*** RECORDS SHOWN ***

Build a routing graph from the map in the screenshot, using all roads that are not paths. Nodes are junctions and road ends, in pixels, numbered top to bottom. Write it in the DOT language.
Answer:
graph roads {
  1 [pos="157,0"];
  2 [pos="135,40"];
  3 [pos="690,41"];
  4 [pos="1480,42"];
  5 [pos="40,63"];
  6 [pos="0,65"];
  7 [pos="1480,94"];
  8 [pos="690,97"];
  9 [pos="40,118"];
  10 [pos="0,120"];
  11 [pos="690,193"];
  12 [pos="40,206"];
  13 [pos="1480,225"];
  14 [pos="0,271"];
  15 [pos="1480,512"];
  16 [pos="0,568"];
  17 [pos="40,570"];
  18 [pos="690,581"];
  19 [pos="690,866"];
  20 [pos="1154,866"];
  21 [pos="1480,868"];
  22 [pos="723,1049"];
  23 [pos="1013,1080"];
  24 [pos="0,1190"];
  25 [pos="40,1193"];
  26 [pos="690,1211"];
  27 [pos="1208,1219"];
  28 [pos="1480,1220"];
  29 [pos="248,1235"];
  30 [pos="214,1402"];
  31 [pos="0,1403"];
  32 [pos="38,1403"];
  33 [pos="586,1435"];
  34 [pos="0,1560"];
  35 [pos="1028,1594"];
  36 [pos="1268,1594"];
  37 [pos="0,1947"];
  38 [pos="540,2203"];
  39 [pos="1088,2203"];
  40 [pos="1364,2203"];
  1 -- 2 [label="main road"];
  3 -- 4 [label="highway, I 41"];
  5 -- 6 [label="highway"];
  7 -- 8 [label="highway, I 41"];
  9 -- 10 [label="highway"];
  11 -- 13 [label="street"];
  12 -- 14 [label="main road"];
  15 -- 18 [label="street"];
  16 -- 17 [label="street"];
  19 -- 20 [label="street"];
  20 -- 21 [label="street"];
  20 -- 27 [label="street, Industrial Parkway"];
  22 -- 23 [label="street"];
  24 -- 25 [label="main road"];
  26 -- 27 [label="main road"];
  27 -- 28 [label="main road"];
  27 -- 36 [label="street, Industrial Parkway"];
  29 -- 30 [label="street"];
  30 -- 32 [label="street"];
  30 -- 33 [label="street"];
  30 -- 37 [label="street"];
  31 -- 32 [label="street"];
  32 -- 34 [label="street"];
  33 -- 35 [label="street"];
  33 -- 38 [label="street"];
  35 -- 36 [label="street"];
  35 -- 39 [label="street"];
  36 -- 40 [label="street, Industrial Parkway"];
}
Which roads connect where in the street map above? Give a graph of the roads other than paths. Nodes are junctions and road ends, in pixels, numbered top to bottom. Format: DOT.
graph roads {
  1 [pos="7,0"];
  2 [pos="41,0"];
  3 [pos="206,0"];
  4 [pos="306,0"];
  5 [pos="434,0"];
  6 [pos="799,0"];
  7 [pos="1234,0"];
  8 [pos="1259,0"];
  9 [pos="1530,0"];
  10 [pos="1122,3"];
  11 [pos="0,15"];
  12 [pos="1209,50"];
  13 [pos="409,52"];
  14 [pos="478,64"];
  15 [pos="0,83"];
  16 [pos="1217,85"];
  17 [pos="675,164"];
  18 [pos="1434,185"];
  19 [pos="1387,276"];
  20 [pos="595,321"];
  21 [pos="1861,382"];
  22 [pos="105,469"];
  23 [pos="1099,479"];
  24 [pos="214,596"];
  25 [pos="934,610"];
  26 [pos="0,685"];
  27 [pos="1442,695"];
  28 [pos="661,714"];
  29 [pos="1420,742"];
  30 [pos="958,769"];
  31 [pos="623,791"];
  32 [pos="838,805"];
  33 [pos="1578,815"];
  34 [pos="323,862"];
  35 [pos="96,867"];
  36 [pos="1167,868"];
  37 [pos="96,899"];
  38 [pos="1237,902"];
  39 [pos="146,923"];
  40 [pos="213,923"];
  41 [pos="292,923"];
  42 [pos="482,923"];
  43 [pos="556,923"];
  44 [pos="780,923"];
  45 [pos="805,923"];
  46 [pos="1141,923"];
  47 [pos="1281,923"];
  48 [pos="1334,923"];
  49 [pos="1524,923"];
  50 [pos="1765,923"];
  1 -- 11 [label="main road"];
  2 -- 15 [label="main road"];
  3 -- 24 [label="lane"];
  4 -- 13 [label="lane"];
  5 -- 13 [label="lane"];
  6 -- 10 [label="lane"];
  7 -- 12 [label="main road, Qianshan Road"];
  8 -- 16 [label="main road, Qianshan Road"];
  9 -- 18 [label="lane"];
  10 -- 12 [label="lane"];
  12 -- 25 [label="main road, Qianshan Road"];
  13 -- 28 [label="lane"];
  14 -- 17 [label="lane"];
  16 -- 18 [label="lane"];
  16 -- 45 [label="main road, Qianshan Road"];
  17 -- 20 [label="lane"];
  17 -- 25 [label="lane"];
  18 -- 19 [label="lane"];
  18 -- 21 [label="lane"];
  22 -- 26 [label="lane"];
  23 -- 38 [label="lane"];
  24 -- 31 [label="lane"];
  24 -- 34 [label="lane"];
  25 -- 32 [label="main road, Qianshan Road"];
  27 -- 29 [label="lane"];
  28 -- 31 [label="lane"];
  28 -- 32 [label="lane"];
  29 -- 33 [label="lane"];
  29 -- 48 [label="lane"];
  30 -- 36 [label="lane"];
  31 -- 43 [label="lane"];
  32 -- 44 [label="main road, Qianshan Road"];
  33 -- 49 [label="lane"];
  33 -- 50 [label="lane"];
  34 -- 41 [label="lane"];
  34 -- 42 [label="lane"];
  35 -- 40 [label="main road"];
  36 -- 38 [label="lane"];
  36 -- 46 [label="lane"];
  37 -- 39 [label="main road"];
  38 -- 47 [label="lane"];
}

***

YOUR TASK>
Could you transcribe every record above exactly as it appears?

SOLUTION TO THIS PROBLEM>
Build a routing graph from the map in the screenshot, using all roads that are not paths. Nodes are junctions and road ends, in pixels, numbered top to bottom. Write it in the DOT language.
Answer:
graph roads {
  1 [pos="157,0"];
  2 [pos="135,40"];
  3 [pos="690,41"];
  4 [pos="1480,42"];
  5 [pos="40,63"];
  6 [pos="0,65"];
  7 [pos="1480,94"];
  8 [pos="690,97"];
  9 [pos="40,118"];
  10 [pos="0,120"];
  11 [pos="690,193"];
  12 [pos="40,206"];
  13 [pos="1480,225"];
  14 [pos="0,271"];
  15 [pos="1480,512"];
  16 [pos="0,568"];
  17 [pos="40,570"];
  18 [pos="690,581"];
  19 [pos="690,866"];
  20 [pos="1154,866"];
  21 [pos="1480,868"];
  22 [pos="723,1049"];
  23 [pos="1013,1080"];
  24 [pos="0,1190"];
  25 [pos="40,1193"];
  26 [pos="690,1211"];
  27 [pos="1208,1219"];
  28 [pos="1480,1220"];
  29 [pos="248,1235"];
  30 [pos="214,1402"];
  31 [pos="0,1403"];
  32 [pos="38,1403"];
  33 [pos="586,1435"];
  34 [pos="0,1560"];
  35 [pos="1028,1594"];
  36 [pos="1268,1594"];
  37 [pos="0,1947"];
  38 [pos="540,2203"];
  39 [pos="1088,2203"];
  40 [pos="1364,2203"];
  1 -- 2 [label="main road"];
  3 -- 4 [label="highway, I 41"];
  5 -- 6 [label="highway"];
  7 -- 8 [label="highway, I 41"];
  9 -- 10 [label="highway"];
  11 -- 13 [label="street"];
  12 -- 14 [label="main road"];
  15 -- 18 [label="street"];
  16 -- 17 [label="street"];
  19 -- 20 [label="street"];
  20 -- 21 [label="street"];
  20 -- 27 [label="street, Industrial Parkway"];
  22 -- 23 [label="street"];
  24 -- 25 [label="main road"];
  26 -- 27 [label="main road"];
  27 -- 28 [label="main road"];
  27 -- 36 [label="street, Industrial Parkway"];
  29 -- 30 [label="street"];
  30 -- 32 [label="street"];
  30 -- 33 [label="street"];
  30 -- 37 [label="street"];
  31 -- 32 [label="street"];
  32 -- 34 [label="street"];
  33 -- 35 [label="street"];
  33 -- 38 [label="street"];
  35 -- 36 [label="street"];
  35 -- 39 [label="street"];
  36 -- 40 [label="street, Industrial Parkway"];
}
Which roads connect where in the street map above? Give a graph of the roads other than paths. Nodes are junctions and road ends, in pixels, numbered top to bottom. Format: DOT.
graph roads {
  1 [pos="7,0"];
  2 [pos="41,0"];
  3 [pos="206,0"];
  4 [pos="306,0"];
  5 [pos="434,0"];
  6 [pos="799,0"];
  7 [pos="1234,0"];
  8 [pos="1259,0"];
  9 [pos="1530,0"];
  10 [pos="1122,3"];
  11 [pos="0,15"];
  12 [pos="1209,50"];
  13 [pos="409,52"];
  14 [pos="478,64"];
  15 [pos="0,83"];
  16 [pos="1217,85"];
  17 [pos="675,164"];
  18 [pos="1434,185"];
  19 [pos="1387,276"];
  20 [pos="595,321"];
  21 [pos="1861,382"];
  22 [pos="105,469"];
  23 [pos="1099,479"];
  24 [pos="214,596"];
  25 [pos="934,610"];
  26 [pos="0,685"];
  27 [pos="1442,695"];
  28 [pos="661,714"];
  29 [pos="1420,742"];
  30 [pos="958,769"];
  31 [pos="623,791"];
  32 [pos="838,805"];
  33 [pos="1578,815"];
  34 [pos="323,862"];
  35 [pos="96,867"];
  36 [pos="1167,868"];
  37 [pos="96,899"];
  38 [pos="1237,902"];
  39 [pos="146,923"];
  40 [pos="213,923"];
  41 [pos="292,923"];
  42 [pos="482,923"];
  43 [pos="556,923"];
  44 [pos="780,923"];
  45 [pos="805,923"];
  46 [pos="1141,923"];
  47 [pos="1281,923"];
  48 [pos="1334,923"];
  49 [pos="1524,923"];
  50 [pos="1765,923"];
  1 -- 11 [label="main road"];
  2 -- 15 [label="main road"];
  3 -- 24 [label="lane"];
  4 -- 13 [label="lane"];
  5 -- 13 [label="lane"];
  6 -- 10 [label="lane"];
  7 -- 12 [label="main road, Qianshan Road"];
  8 -- 16 [label="main road, Qianshan Road"];
  9 -- 18 [label="lane"];
  10 -- 12 [label="lane"];
  12 -- 25 [label="main road, Qianshan Road"];
  13 -- 28 [label="lane"];
  14 -- 17 [label="lane"];
  16 -- 18 [label="lane"];
  16 -- 45 [label="main road, Qianshan Road"];
  17 -- 20 [label="lane"];
  17 -- 25 [label="lane"];
  18 -- 19 [label="lane"];
  18 -- 21 [label="lane"];
  22 -- 26 [label="lane"];
  23 -- 38 [label="lane"];
  24 -- 31 [label="lane"];
  24 -- 34 [label="lane"];
  25 -- 32 [label="main road, Qianshan Road"];
  27 -- 29 [label="lane"];
  28 -- 31 [label="lane"];
  28 -- 32 [label="lane"];
  29 -- 33 [label="lane"];
  29 -- 48 [label="lane"];
  30 -- 36 [label="lane"];
  31 -- 43 [label="lane"];
  32 -- 44 [label="main road, Qianshan Road"];
  33 -- 49 [label="lane"];
  33 -- 50 [label="lane"];
  34 -- 41 [label="lane"];
  34 -- 42 [label="lane"];
  35 -- 40 [label="main road"];
  36 -- 38 [label="lane"];
  36 -- 46 [label="lane"];
  37 -- 39 [label="main road"];
  38 -- 47 [label="lane"];
}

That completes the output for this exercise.